Гроб установили перед зданием городского совета, оркестр сыграл кубинский национальный гимн, и огромный влаг, развевавшийся на флагштоке зданием, медленно опустили — и он накрыл гроб с телом дона Эмилио.
За исключением дона Факунда, патриарха и основателя компании, в истории Бакарди нет фигуры масштабнее Эмилио. Хотя имя Эмилио Бакарди Моро редко упоминается в кубинских исторических трудах, он был редким примером просвещенного и ответственного служения народу на Кубе в те времена, когда таких людей отчаянно не хватало. Один из горевавших по нему друзей говорил, что он был «настоящим criollo», то есть настоящим кубинским уроженцем, «коренившимся в самых глубоких слоях кубинской почвы». Друг Эмилио Франсиско Перес Карбо, вместе с ним сидевший в испанской тюрьме, вместе с ним служивший в правительстве Сантьяго и остававшийся рядом с ним всю жизнь, в некрологе писал, что Эмилио «прежде всего был великим мятежником. Политическая тирания, социальное неравенство, человеческая гордыня, убожество, невежество, пороки — все это он проклинал». Однако Эмилио Бакарди не стыдился того, что он капиталист, и был уверен, что именно деловые люди должны занимать руководящие места в обществе. Он отстаивал политические программы, которые способствовали экономическому развитию, и добровольно вызвался работать в Торговой палате Сантьяго. Фернандо Ортис, один из величайших кубинских интеллектуалов двадцатого века, писал, что Эмилио Бакарди был «предпринимателем без алчности, идеалистом без утопизма, щедрым без похвальбы и кубинцем — кубинцем всегда и во всем».
Глава девятая
Новое поколение
Утром 27 января 1920 года американцы проснулись в стране трезвенников.

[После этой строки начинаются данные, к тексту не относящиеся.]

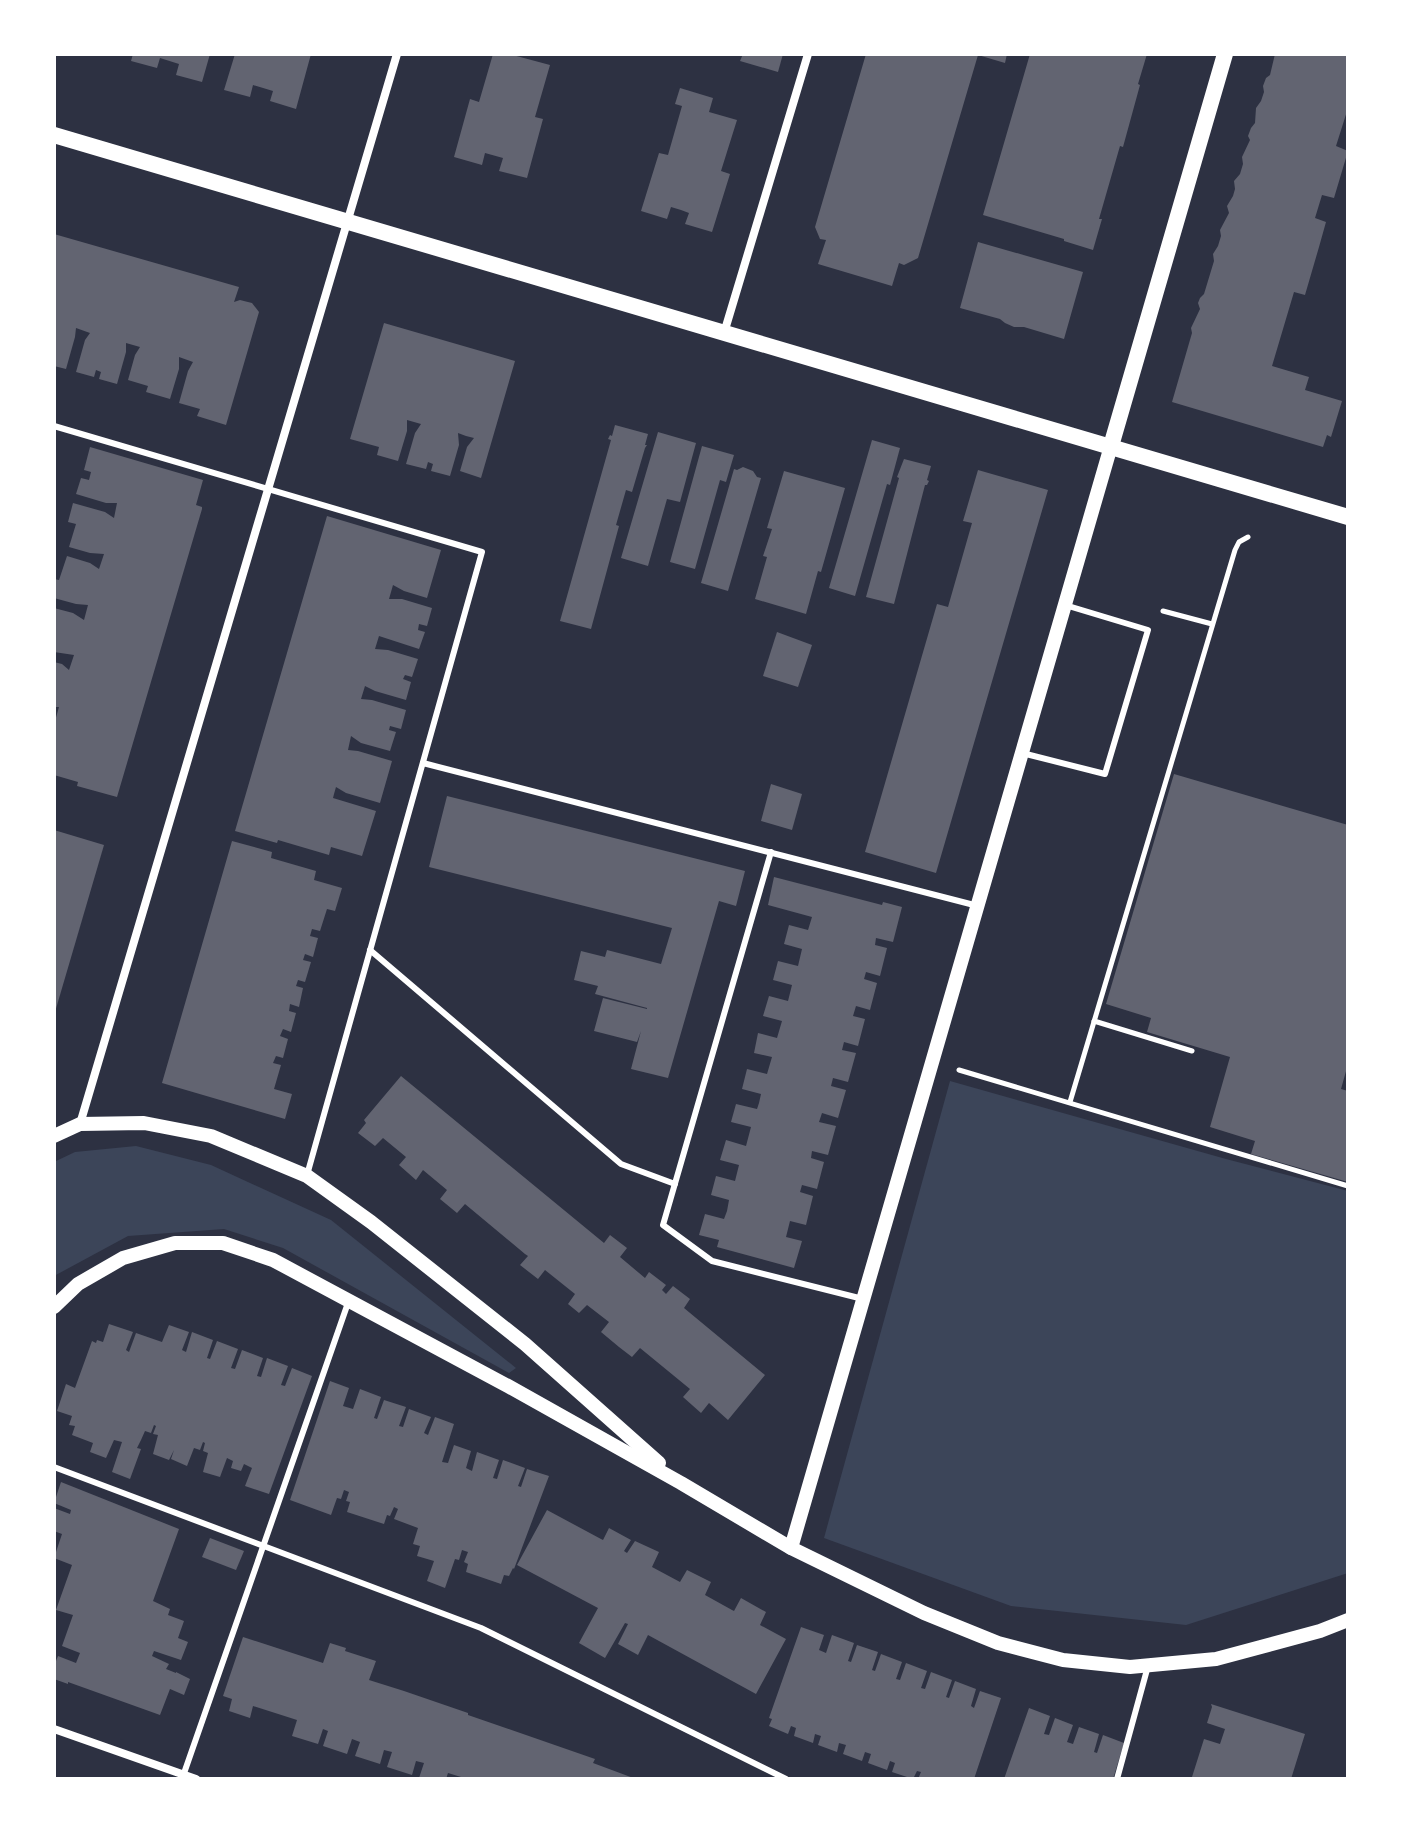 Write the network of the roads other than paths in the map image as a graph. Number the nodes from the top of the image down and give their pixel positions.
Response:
1 (397, 54) edge
2 (808, 54) edge
3 (1225, 54) edge
4 (54, 135) edge
5 (347, 222) junction
6 (724, 333) junction
7 (54, 426) edge
8 (1111, 446) junction
9 (268, 490) junction
10 (1348, 517) edge
11 (1065, 605) junction
12 (1022, 753) junction
13 (423, 763) junction
14 (771, 852) junction
15 (978, 906) junction
16 (370, 950) junction
17 (80, 1124) junction
18 (54, 1136) edge
19 (307, 1176) junction
20 (675, 1184) junction
21 (863, 1299) junction
22 (349, 1300) junction
23 (54, 1307) edge
24 (54, 1467) edge
25 (681, 1483) junction
26 (262, 1546) junction
27 (791, 1548) junction
28 (1348, 1620) edge
29 (1148, 1666) junction
30 (54, 1729) edge
31 (182, 1777) edge
32 (196, 1779) edge
33 (786, 1779) edge
34 (1117, 1779) edge

1 - 5 street
2 - 6 street
3 - 8 main road
4 - 5 main road
5 - 6 main road
5 - 9 street
6 - 8 main road
7 - 9 lane
8 - 10 main road
8 - 11 street
9 - 13 lane
9 - 17 street
11 - 12 street
11 - 12 lane
12 - 15 street
13 - 14 lane
13 - 16 lane
14 - 15 lane
14 - 20 lane
15 - 21 street
16 - 19 lane
16 - 20 lane
17 - 18 street
17 - 19 street
19 - 25 street
20 - 21 lane
21 - 27 street
22 - 23 street
22 - 25 street
22 - 26 lane
24 - 26 lane
25 - 27 street
26 - 31 lane
26 - 33 lane
27 - 29 street
28 - 29 street
29 - 34 lane
30 - 31 street
31 - 32 street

Торговцы спиртными напитками закрыли магазины, владельцы баров повесили на дверях таблички с советами расходиться по домам. Поэт и писатель Ринг Ларднер высказался от имени миллионов пьющих соотечественников:
Очевидно, изрядной доле населения сухой закон даже нравился: Восемнадцатую поправку одобрило большинство обеих палат Конгресса, а затем ратифицировали законодательные органы сорока шести из сорока восьми штатов. Но многие американцы вовсе не собирались становиться трезвенниками. Уследить за исполнением закона правительство оказалось не в состоянии, и везде, где сохранился спрос на алкоголь, процветало бутлегерство. На каждый официально закрытый бар или салун открывалось пять подпольных заведений, где у входа стоял часовой и охотно пропускал всякого, кто знал пароль.

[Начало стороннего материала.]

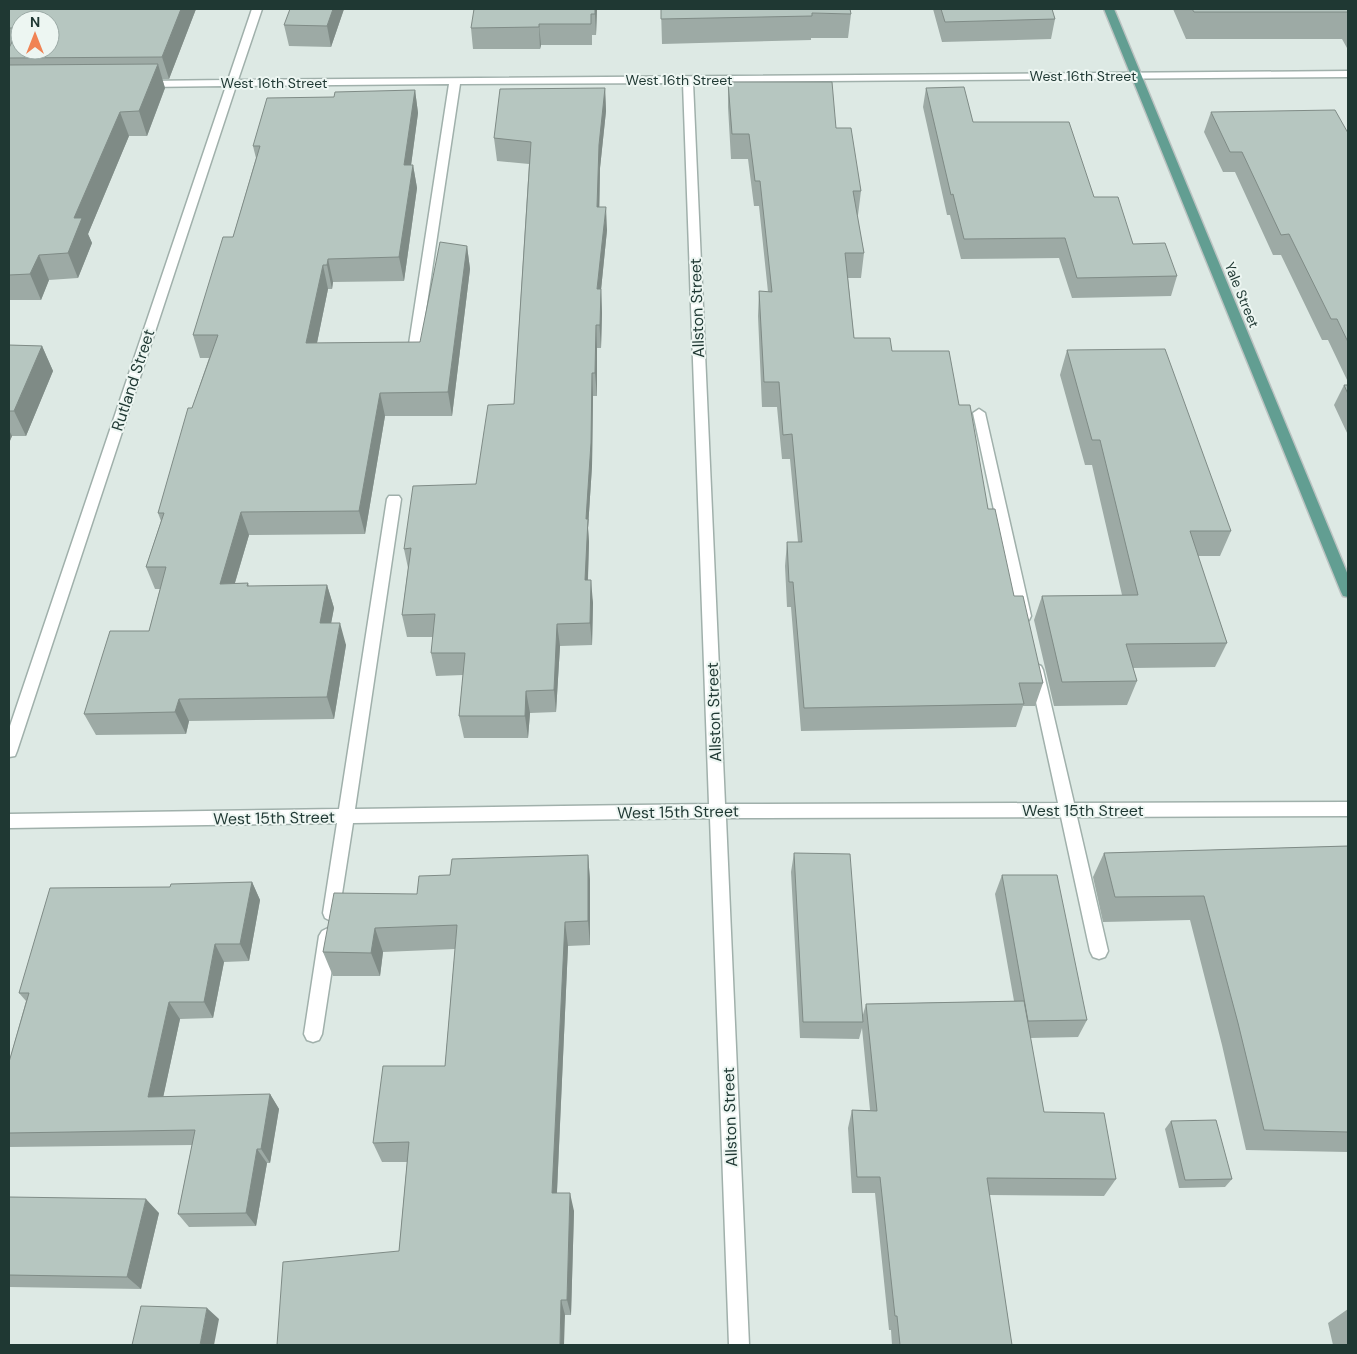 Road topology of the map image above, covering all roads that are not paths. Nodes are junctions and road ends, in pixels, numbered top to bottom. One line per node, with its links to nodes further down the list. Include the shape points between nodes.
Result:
1 (257, 9): 7 (street, Rutland Street)
2 (1109, 9): 4 (main road, Yale Street)
3 (1348, 74): 4 (street, West 16th Street)
4 (1136, 76): 5 (street, West 16th Street); 12 (main road, Yale Street)
5 (688, 80): 6 (street, West 16th Street); 18 (street, Allston Street)
6 (455, 81): 7 (street, West 16th Street); 9 (street)
7 (232, 83): 8 (street, West 16th Street); 15 (street, Rutland Street)
8 (135, 84)
9 (413, 357)
10 (979, 413): 13 (street)
11 (394, 499): 19 (street)
12 (1348, 592)
13 (1027, 626)
14 (1033, 655): 16 (street)
15 (9, 751)
16 (1068, 810): 17 (street, West 15th Street); 18 (street, West 15th Street); 21 (street)
17 (1348, 810)
18 (718, 811): 19 (street, West 15th Street); 23 (street, Allston Street)
19 (346, 816): 20 (street, West 15th Street); 22 (street)
20 (9, 821)
21 (1099, 951)
22 (313, 1034)
23 (739, 1345)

Те же, кто был готов к настоящим приключениям, всегда могли отправиться на Кубу. Сначала поездами, а затем морем измученные жаждой американцы добирались до гостеприимного карибского острова, где можно было пить, кутить и играть безо всяких ограничений. С 1916 по 1928 год число туристов, ежегодно посещавших Кубу, успело удвоиться — с сорока четырех тысяч до девяноста тысяч. Владельцы баров, лишившиеся работы в Соединенных Штатах, переехали в Гавану и обнаружили обширнейшее поле деятельности, поскольку стиль обслуживания в столичных кафе и клубах нужно было откорректировать в соответствии со вкусами американских гостей. Некоторые американские владельцы баров даже перевозили на Кубу свои столы, стулья, вывески и зеркала и попросту открывали здесь свои прежние заведения под старыми названиями, предлагая посетителям знакомые напитки и закуски. Добраться до острова из Соединенных Штатов было очень просто, а климат на Кубе отменный, особенно зимой.
Посетителей питейных заведений на Кубе не тревожили ни настырные ханжи-соседи, ни морализаторы-чиновники. Если американец на Кубе напивался до бесчувствия, обычные полицейские старались не смотреть в его сторону. Если же требовалось вмешательство, то особое полицейское подразделение по работе с туристами препровождало распоясавшегося гостя обратно в отель, а иногда — в полицейский участок, чтобы подержать там, пока он протрезвеет, но и только: американских туристов практически никогда никак не наказывали. Заведения были самые разные, в них предавались любым порокам — от ипподромов и публичных домов до опиумных притонов.
Однако Куба была обязана своей популярностью не только атмосферой вседозволенности.
Весь этот тропический остров дышал соблазном и беспечностью, и женщины находили Кубу неотразимой так же, как и мужчины — роскошное тепло, благоуханные ночи, морской ветерок, солнце, экзотические коктейли, нежная музыка, льющаяся со всех сторон, прелестные чувственные танцы, прекрасные тела и элегантные наряды.